If the Court accepts the foregoing recommendation, the motion for an evidentiary hearing should be denied because each of Mays's claims is procedurally defaulted.
IX. Certificate of Appealability
A. Legal Standard
A habeas petitioner may not appeal the denial of his application for a writ of habeas corpus unless a judge issues a certificate of appealability and specifies the issues that can be raised on appeal. 28 U.S.C. § 2253(c) (“A certificate of appealability may issue … only if the applicant has made a substantial showing of the denial of a constitutional right.”). The “‘petitioner must demonstrate that reasonable jurists would find the district court's assessment of the constitutional claims debatable or wrong.'” Tennard v. Dretke, 542 U.S. 274, 282 (2004) (quoting Slack v. McDaniel, 529 U.S. 473, 484 (2000)). The granting of a certificate of appealability does not require a showing that the appeal would succeed on any claim. Miller-El v. Cockrell, 537 U.S. 322, 337 (2003).
B. Analysis
Each of Mays's grounds for relief is procedurally defaulted. If the Court accepts the foregoing recommendation, then Mays has not made a substantial showing of a denial of a constitutional right.
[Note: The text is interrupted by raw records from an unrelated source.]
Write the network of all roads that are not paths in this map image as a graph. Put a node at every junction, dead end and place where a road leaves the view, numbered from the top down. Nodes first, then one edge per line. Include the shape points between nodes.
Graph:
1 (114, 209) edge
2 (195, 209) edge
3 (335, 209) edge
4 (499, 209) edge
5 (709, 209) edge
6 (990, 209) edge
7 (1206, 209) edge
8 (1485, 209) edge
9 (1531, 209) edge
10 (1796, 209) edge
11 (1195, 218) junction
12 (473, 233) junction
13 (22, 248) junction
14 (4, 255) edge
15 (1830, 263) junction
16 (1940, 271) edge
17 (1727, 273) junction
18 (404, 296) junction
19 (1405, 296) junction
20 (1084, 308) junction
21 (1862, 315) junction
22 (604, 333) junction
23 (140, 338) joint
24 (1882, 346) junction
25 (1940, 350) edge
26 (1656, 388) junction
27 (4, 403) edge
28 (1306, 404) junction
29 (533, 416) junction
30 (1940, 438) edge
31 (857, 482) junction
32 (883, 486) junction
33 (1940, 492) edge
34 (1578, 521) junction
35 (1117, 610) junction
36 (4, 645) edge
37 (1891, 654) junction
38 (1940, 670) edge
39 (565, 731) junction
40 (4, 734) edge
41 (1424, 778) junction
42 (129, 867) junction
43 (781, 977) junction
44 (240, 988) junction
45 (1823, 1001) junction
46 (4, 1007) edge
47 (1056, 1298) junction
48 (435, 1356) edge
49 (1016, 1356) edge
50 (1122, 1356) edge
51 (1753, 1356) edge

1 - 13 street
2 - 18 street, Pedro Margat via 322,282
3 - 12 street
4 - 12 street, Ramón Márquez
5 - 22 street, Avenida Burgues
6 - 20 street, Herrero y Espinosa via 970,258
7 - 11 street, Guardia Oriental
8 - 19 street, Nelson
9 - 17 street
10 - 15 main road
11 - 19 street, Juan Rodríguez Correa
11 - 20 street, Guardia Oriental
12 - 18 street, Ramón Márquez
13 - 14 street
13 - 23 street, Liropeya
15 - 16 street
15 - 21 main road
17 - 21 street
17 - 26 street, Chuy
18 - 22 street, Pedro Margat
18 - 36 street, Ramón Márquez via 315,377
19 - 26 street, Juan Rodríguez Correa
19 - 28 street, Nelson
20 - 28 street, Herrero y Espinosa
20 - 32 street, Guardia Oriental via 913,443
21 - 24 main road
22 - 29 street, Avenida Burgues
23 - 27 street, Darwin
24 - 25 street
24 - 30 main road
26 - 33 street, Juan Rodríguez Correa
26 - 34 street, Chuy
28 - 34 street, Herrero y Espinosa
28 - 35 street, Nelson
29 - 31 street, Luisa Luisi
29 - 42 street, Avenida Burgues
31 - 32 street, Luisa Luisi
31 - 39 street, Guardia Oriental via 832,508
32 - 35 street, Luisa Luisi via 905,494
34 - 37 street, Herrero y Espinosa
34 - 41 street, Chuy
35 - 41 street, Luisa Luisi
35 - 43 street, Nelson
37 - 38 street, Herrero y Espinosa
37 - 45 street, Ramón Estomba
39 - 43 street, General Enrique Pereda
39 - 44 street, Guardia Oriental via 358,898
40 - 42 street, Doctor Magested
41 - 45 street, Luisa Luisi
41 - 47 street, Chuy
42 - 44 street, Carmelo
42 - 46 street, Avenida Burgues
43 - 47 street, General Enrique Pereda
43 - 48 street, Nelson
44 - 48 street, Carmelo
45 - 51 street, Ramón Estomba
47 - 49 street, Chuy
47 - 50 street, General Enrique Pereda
He would then not be entitled to a certificate of appealability. Thus, I recommend that the Court not issue a certificate of appealability.
VIII. Recommendation
Petitioner Mays has presented only procedurally defaulted claims. Thus, I recommend that the Court DENY Mays's petition, along with his motion for an evidentiary hearing, and not grant him a certificate of appealability. DATED: January 18, 2022
OBJECTIONS
Any objections to this Report and Recommendation must be filed with the Clerk of Courts within fourteen (14) days after being served with a copy of this document. Failure to file objections within the specified time may forfeit the right to appeal the District Court's order. Berkshire v. Beauvais, 928 F.3d 520, 530-31 (6th Cir. 2019).